**The problem:** Please reproduce the data exactly, though every picture must stay out.

Information given section start

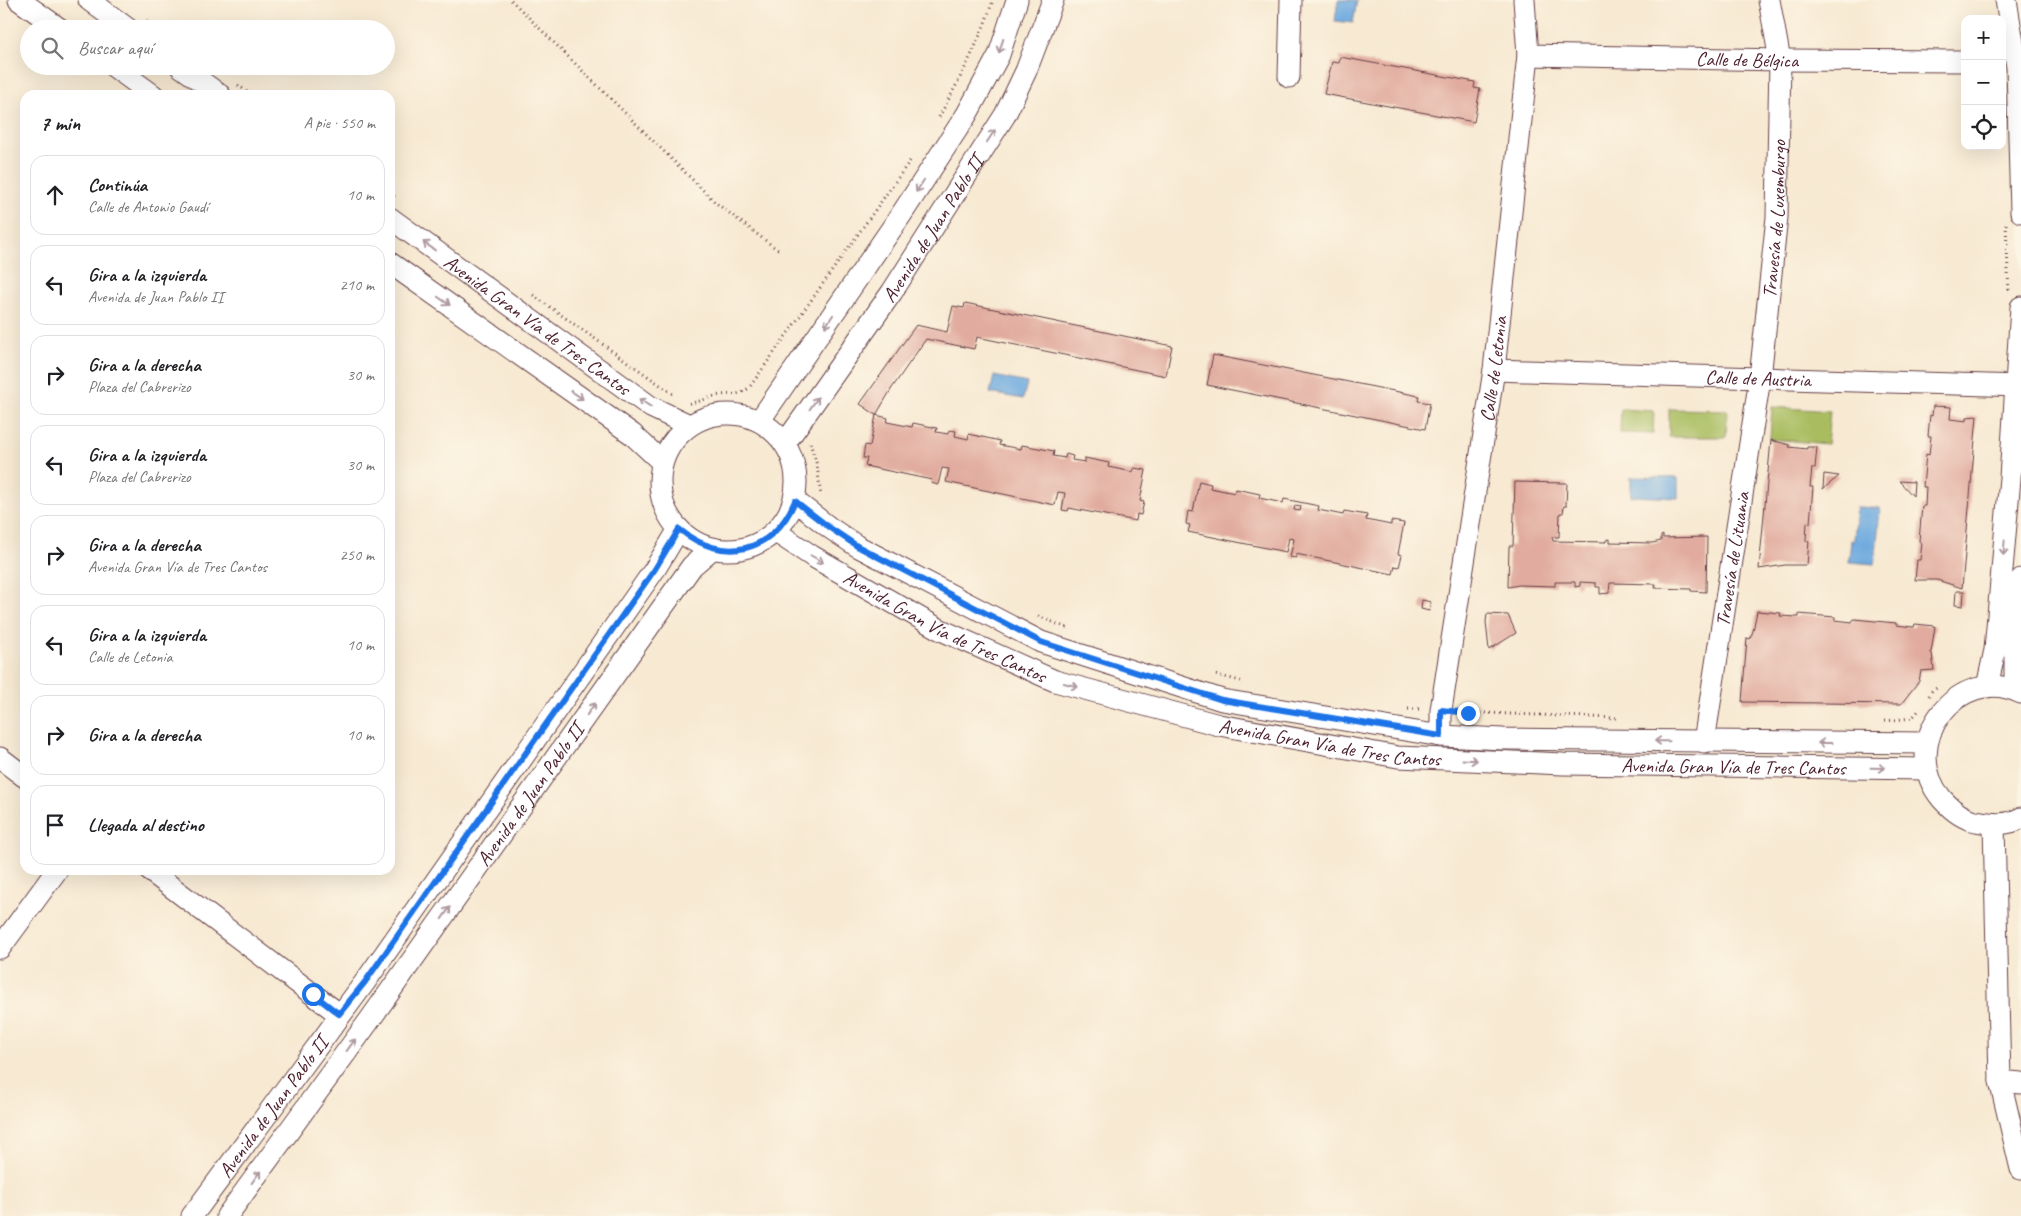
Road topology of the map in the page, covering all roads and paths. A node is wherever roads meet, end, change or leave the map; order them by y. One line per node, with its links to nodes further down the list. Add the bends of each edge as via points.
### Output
1 (19, 0): 11 (street)
2 (89, 0): 12 (street)
3 (511, 0): 26 (path, via 716,203)
4 (994, 0): 22 (path, via 963,74)
5 (1017, 0): 33 (street, Avenida de Juan Pablo II, one-way to 33, via 998,54 967,114)
6 (1053, 0): 40 (street, Avenida de Juan Pablo II, one-way to 6, via 892,292 1005,115)
7 (1292, 0): 19 (street)
8 (1524, 0): 13 (street, Calle de Letonia)
9 (1769, 0): 14 (street, Travesía de Luxemburgo)
10 (2006, 0): 16 (street)
11 (47, 20)
12 (116, 20)
13 (1528, 55): 14 (street, Calle de Bélgica); 31 (street, Calle de Letonia)
14 (1780, 60): 15 (street, Calle de Bélgica); 32 (street, Travesía de Luxemburgo, via 1777,217)
15 (1961, 61)
16 (2013, 66): 25 (street)
17 (125, 75): 20 (street)
18 (192, 75): 21 (street)
19 (1289, 77)
20 (146, 90)
21 (213, 90)
22 (936, 123)
23 (916, 153): 30 (path)
24 (395, 210): 38 (street, Avenida Gran Vía de Tres Cantos, one-way to 24, via 651,407)
25 (2021, 212)
26 (778, 250)
27 (395, 267): 41 (street, Avenida Gran Vía de Tres Cantos, one-way to 41, via 632,434)
28 (526, 290): 35 (path)
29 (2021, 307): 34 (street)
30 (767, 364): 33 (path); 36 (path, via 749,388 739,395 720,395 703,402)
31 (1494, 370): 32 (street, Calle de Austria); 56 (street, Calle de Letonia)
32 (1760, 378): 34 (street, Calle de Austria); 60 (street, Travesía de Lituania)
33 (789, 379): 37 (street, Avenida de Juan Pablo II)
34 (2018, 386): 53 (street, one-way to 53, via 1995,650)
35 (678, 398)
36 (686, 403)
37 (760, 420): 38 (street, via 712,414); 40 (street)
38 (689, 425): 41 (street, via 670,445)
39 (808, 434): 43 (path, via 817,465)
40 (786, 442): 42 (street, via 796,464)
41 (662, 462): 44 (street, via 660,483 664,507)
42 (795, 501): 45 (street); 59 (street, Avenida Gran Vía de Tres Cantos, via 857,546 1041,642 1222,700)
43 (822, 502)
44 (679, 529): 46 (street, via 692,540); 70 (street, Avenida de Juan Pablo II, via 655,569 365,982)
45 (776, 532): 46 (street, via 745,549); 63 (street, Avenida Gran Vía de Tres Cantos, one-way to 63, via 939,629 1055,681 1219,725 1398,757 1563,764)
46 (713, 548): 75 (street, Avenida de Juan Pablo II, one-way to 46, via 692,566)
47 (2021, 579): 54 (street, via 2015,650)
48 (1035, 615): 49 (path)
49 (1070, 629)
50 (1214, 675): 51 (path)
51 (1243, 682)
52 (1945, 682): 58 (path, via 1932,690 1912,718)
53 (1987, 687): 54 (street); 61 (street, via 1966,693 1947,705 1933,723)
54 (2018, 692)
55 (1404, 709): 56 (path)
56 (1441, 710): 57 (path); 59 (street, Calle de Letonia)
57 (1622, 718)
58 (1882, 721)
59 (1441, 736): 60 (street, Avenida Gran Vía de Tres Cantos, one-way to 59)
60 (1704, 742): 61 (street, Avenida Gran Vía de Tres Cantos, one-way to 60)
61 (1926, 744): 63 (street)
62 (0, 758): 64 (street)
63 (1926, 769): 66 (street, via 1935,791 1950,809 1971,820)
64 (20, 773)
65 (2021, 818): 66 (street)
66 (1994, 824): 71 (street)
67 (53, 875): 69 (street)
68 (156, 875): 70 (street)
69 (0, 948)
70 (339, 1014): 74 (street, Avenida de Juan Pablo II)
71 (2000, 1081): 72 (street); 73 (street)
72 (2021, 1083)
73 (2021, 1170)
74 (192, 1216)
75 (227, 1216)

Information given section end

**Problem solution:**
Road topology of the map in the page, covering all roads and paths. A node is wherever roads meet, end, change or leave the map; order them by y. One line per node, with its links to nodes further down the list. Add the bends of each edge as via points.
### Output
1 (19, 0): 11 (street)
2 (89, 0): 12 (street)
3 (511, 0): 26 (path, via 716,203)
4 (994, 0): 22 (path, via 963,74)
5 (1017, 0): 33 (street, Avenida de Juan Pablo II, one-way to 33, via 998,54 967,114)
6 (1053, 0): 40 (street, Avenida de Juan Pablo II, one-way to 6, via 892,292 1005,115)
7 (1292, 0): 19 (street)
8 (1524, 0): 13 (street, Calle de Letonia)
9 (1769, 0): 14 (street, Travesía de Luxemburgo)
10 (2006, 0): 16 (street)
11 (47, 20)
12 (116, 20)
13 (1528, 55): 14 (street, Calle de Bélgica); 31 (street, Calle de Letonia)
14 (1780, 60): 15 (street, Calle de Bélgica); 32 (street, Travesía de Luxemburgo, via 1777,217)
15 (1961, 61)
16 (2013, 66): 25 (street)
17 (125, 75): 20 (street)
18 (192, 75): 21 (street)
19 (1289, 77)
20 (146, 90)
21 (213, 90)
22 (936, 123)
23 (916, 153): 30 (path)
24 (395, 210): 38 (street, Avenida Gran Vía de Tres Cantos, one-way to 24, via 651,407)
25 (2021, 212)
26 (778, 250)
27 (395, 267): 41 (street, Avenida Gran Vía de Tres Cantos, one-way to 41, via 632,434)
28 (526, 290): 35 (path)
29 (2021, 307): 34 (street)
30 (767, 364): 33 (path); 36 (path, via 749,388 739,395 720,395 703,402)
31 (1494, 370): 32 (street, Calle de Austria); 56 (street, Calle de Letonia)
32 (1760, 378): 34 (street, Calle de Austria); 60 (street, Travesía de Lituania)
33 (789, 379): 37 (street, Avenida de Juan Pablo II)
34 (2018, 386): 53 (street, one-way to 53, via 1995,650)
35 (678, 398)
36 (686, 403)
37 (760, 420): 38 (street, via 712,414); 40 (street)
38 (689, 425): 41 (street, via 670,445)
39 (808, 434): 43 (path, via 817,465)
40 (786, 442): 42 (street, via 796,464)
41 (662, 462): 44 (street, via 660,483 664,507)
42 (795, 501): 45 (street); 59 (street, Avenida Gran Vía de Tres Cantos, via 857,546 1041,642 1222,700)
43 (822, 502)
44 (679, 529): 46 (street, via 692,540); 70 (street, Avenida de Juan Pablo II, via 655,569 365,982)
45 (776, 532): 46 (street, via 745,549); 63 (street, Avenida Gran Vía de Tres Cantos, one-way to 63, via 939,629 1055,681 1219,725 1398,757 1563,764)
46 (713, 548): 75 (street, Avenida de Juan Pablo II, one-way to 46, via 692,566)
47 (2021, 579): 54 (street, via 2015,650)
48 (1035, 615): 49 (path)
49 (1070, 629)
50 (1214, 675): 51 (path)
51 (1243, 682)
52 (1945, 682): 58 (path, via 1932,690 1912,718)
53 (1987, 687): 54 (street); 61 (street, via 1966,693 1947,705 1933,723)
54 (2018, 692)
55 (1404, 709): 56 (path)
56 (1441, 710): 57 (path); 59 (street, Calle de Letonia)
57 (1622, 718)
58 (1882, 721)
59 (1441, 736): 60 (street, Avenida Gran Vía de Tres Cantos, one-way to 59)
60 (1704, 742): 61 (street, Avenida Gran Vía de Tres Cantos, one-way to 60)
61 (1926, 744): 63 (street)
62 (0, 758): 64 (street)
63 (1926, 769): 66 (street, via 1935,791 1950,809 1971,820)
64 (20, 773)
65 (2021, 818): 66 (street)
66 (1994, 824): 71 (street)
67 (53, 875): 69 (street)
68 (156, 875): 70 (street)
69 (0, 948)
70 (339, 1014): 74 (street, Avenida de Juan Pablo II)
71 (2000, 1081): 72 (street); 73 (street)
72 (2021, 1083)
73 (2021, 1170)
74 (192, 1216)
75 (227, 1216)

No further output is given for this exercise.